What to turn in: Turn in the table with your insertions highlighted like this. Be sure to place labels over the statistics you've calculated, so that an analyst can see quickly what they represent.

2. Merging and comparing tables

In this exercise we prepare a file for a gene-enrichment analysis we'll do later on the results of a microarray experiment. We start with a file of 18,000 gene probes having the format shown in the table below, where the first column holds the probe name, the second describes the gene whose expression the probe measures, and the third column contains Gene Ontology (GO) identifiers. As we'll see later, these correspond to specific molecular roles that have been postulated for the gene. We won't dwell on the details for now.

TaAffx.108608.1.S1_at
dash complex subunit dad3
GO:0031134 GO:0042729 GO:0007052
Ta.6141.2.S1_x_at
alpha-l-arabinofuranosidase c-terminus family expressed
GO:0046373 GO:0046556 GO:0009117
TaAffx.23169.2.S1_at
had superfamily (subfamily ig)5-nucleotidase
GO:0005739 GO:0008253

The important thing is that we need to add a fourth column to this file, containing the gene symbols for these genes, and these symbols are in another file in this format:
Ta.10047.1.S1_s_at
WHAP6 /// WHAP7 /// WHAP9 CCAAT-box transcription factor complex WHAP6 /// CCAAT-box transcription factor complex WHAP7 /// CCAAT-box transcription factor complex WHAP9 GO:0006355  GO:0005634  GO:0003700 
Ta.10047.2.S1_at WHAP9 CCAAT-box transcription factor complex WHAP9 GO:0006355  GO:0005634  GO:0003700 
Ta.10048.3.S1_at --- ---
Ta.1005.1.S1_at --- ---
Ta.10053.1.A1_at --- ---
Ta.10054.1.S1_at ABFB ABA response element binding factor GO:0006355  GO:0005634  GO:0003677  GO:0003700  GO:0043565  GO:0046983 

Here, the first column contains probe names; the second, gene symbols (some unknown and replaced with ---); the third, gene descriptions, and the fourth, GO identifiers.
So why don't we just use this file for the analysis instead of the first one? You can't tell from these small samples, but in fact the second file contains GO annotation for only 1660 of the 61,290 probes on the microarray (all of which are listed in the file).

Your task is to obtain from this second file the gene symbols for the 18,000 probes in the first file, and add them to the rows containing those probes in the first file.
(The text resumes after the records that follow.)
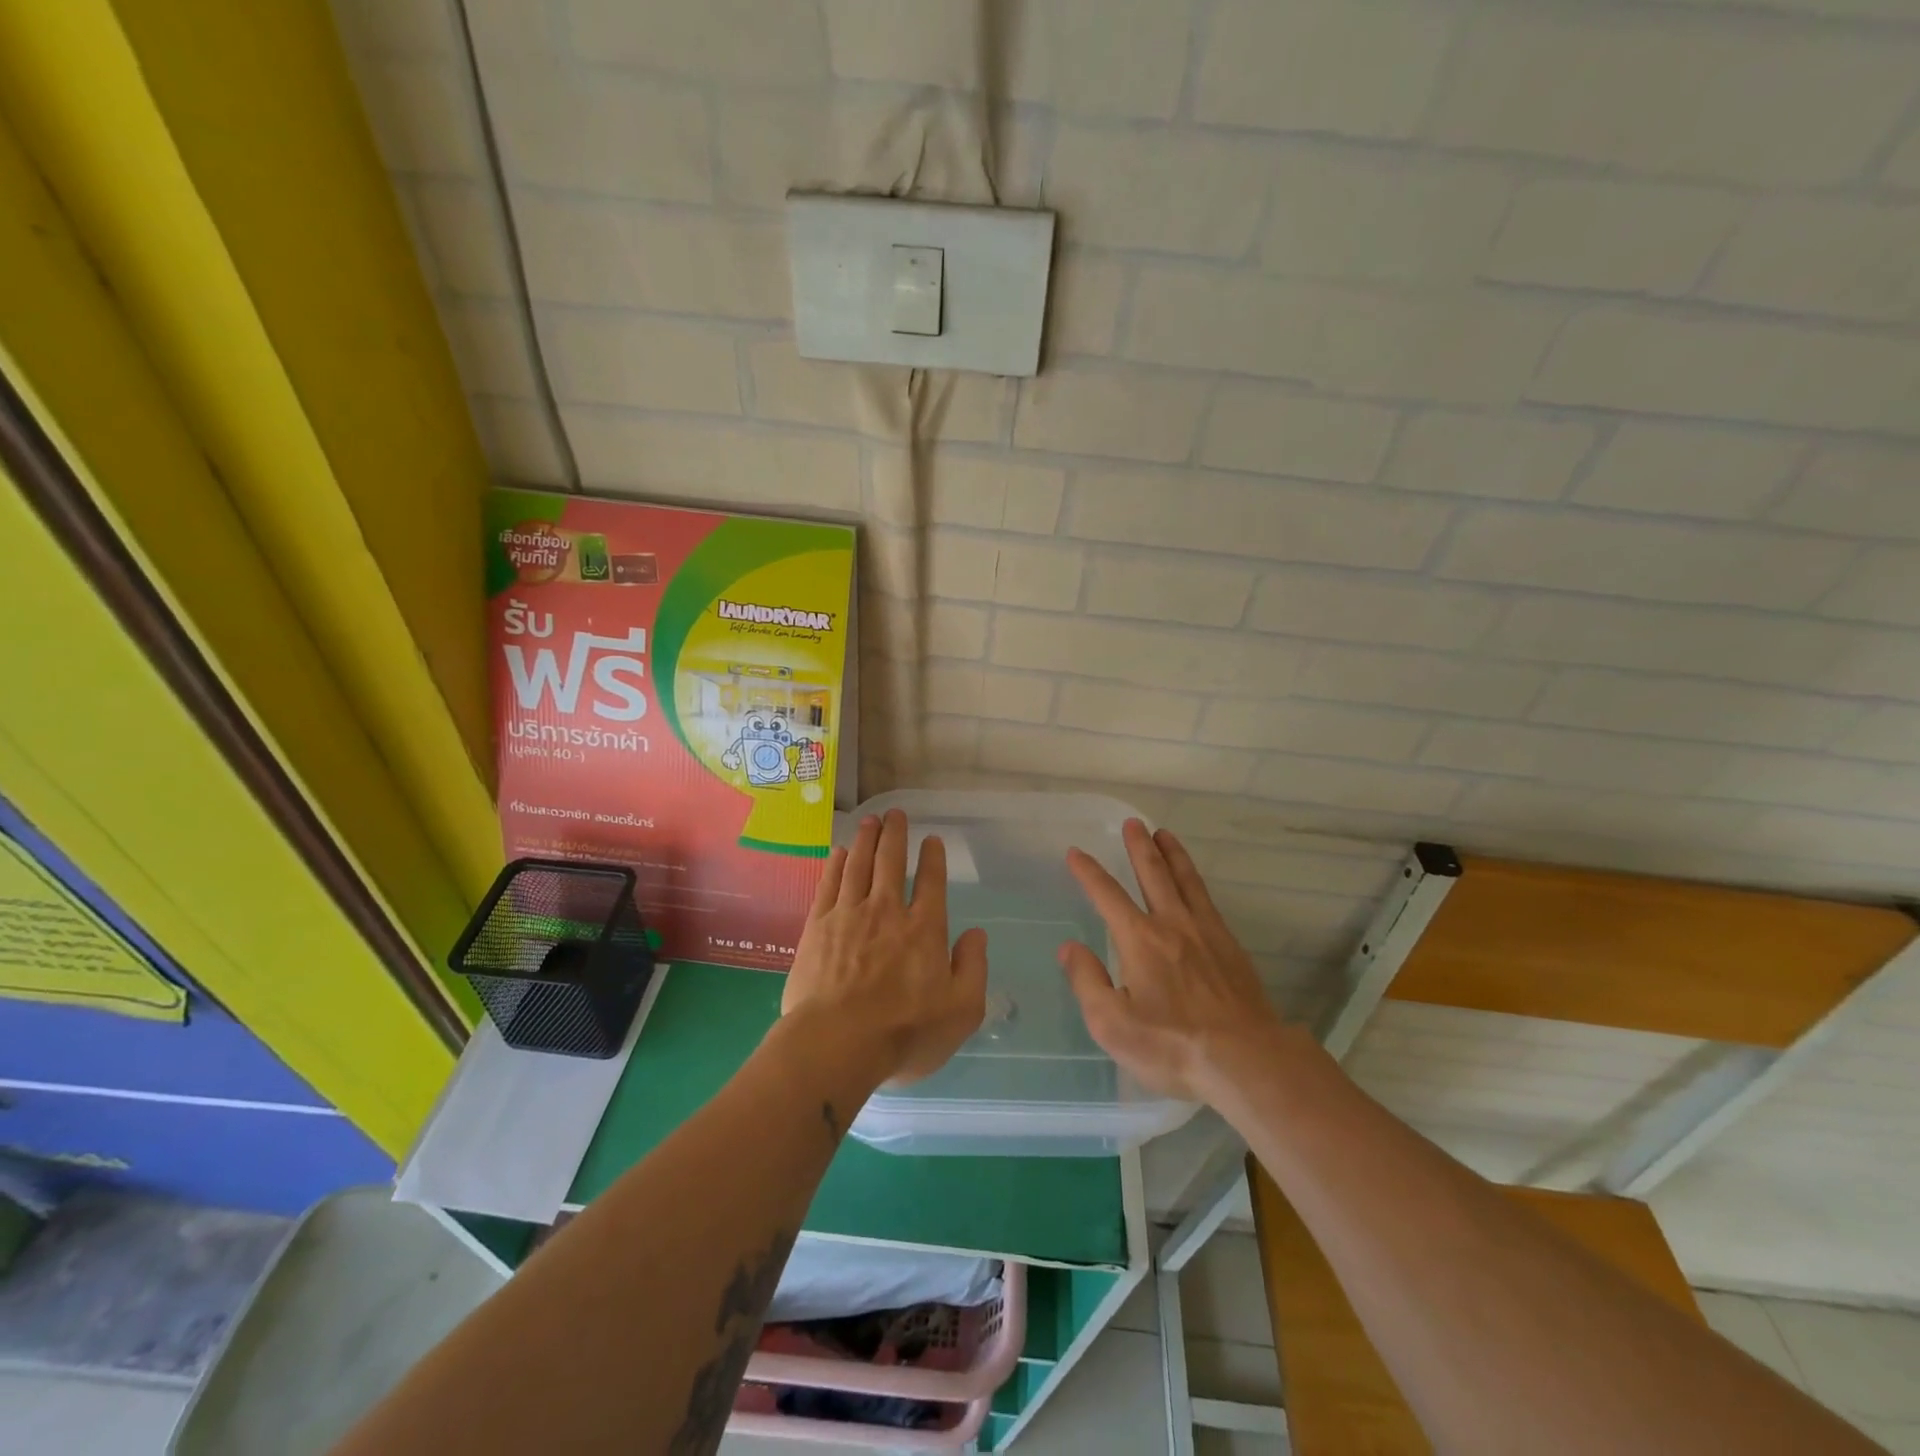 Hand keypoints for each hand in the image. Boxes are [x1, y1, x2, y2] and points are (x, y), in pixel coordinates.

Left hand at [783, 809, 987, 1085]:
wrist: (836, 1044)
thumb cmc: (904, 1033)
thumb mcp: (961, 1011)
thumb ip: (973, 968)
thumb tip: (977, 934)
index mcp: (924, 929)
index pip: (931, 882)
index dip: (933, 858)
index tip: (932, 840)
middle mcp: (887, 911)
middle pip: (891, 862)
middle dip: (895, 834)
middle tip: (895, 813)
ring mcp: (849, 915)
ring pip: (859, 865)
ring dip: (866, 840)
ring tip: (870, 820)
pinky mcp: (817, 927)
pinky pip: (829, 884)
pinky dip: (836, 864)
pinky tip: (839, 852)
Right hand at [1059, 820, 1285, 1102]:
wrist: (1246, 1059)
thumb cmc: (1171, 1045)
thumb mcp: (1112, 1024)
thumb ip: (1087, 981)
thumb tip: (1069, 948)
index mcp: (1139, 939)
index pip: (1107, 895)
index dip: (1089, 872)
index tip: (1075, 852)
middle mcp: (1172, 925)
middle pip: (1153, 874)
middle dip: (1139, 847)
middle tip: (1132, 823)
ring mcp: (1206, 933)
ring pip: (1185, 881)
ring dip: (1172, 854)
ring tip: (1164, 834)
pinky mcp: (1231, 948)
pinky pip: (1208, 901)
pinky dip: (1196, 882)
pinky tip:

Do NOT turn in either file as your solution. Just describe what you did, in such a way that anyone familiar with basic Excel operations could follow your directions to accomplish this task.

3. Using relative references

In lecture, we showed how the expected values in a frequency table could be filled out with a single Excel formula. Here is the table.
  1. Calculate the full chi-square statistic from these data, recalling that the value for each cell is (O - E)2/E and the sum of these values over all cells is the statistic.
  2. Use Excel function chidist() to calculate the P value for this statistic, recalling that the degrees of freedom for a m x n table are (m - 1)(n - 1).
  3. Verify this P value with Excel function chitest(), which requires you to select both the observed and the expected tables.
  4. Finally, verify the chi-square statistic with function chiinv() applied to the P value.
This file should be turned in. Be sure to label the tables and statistics that you add to the worksheet.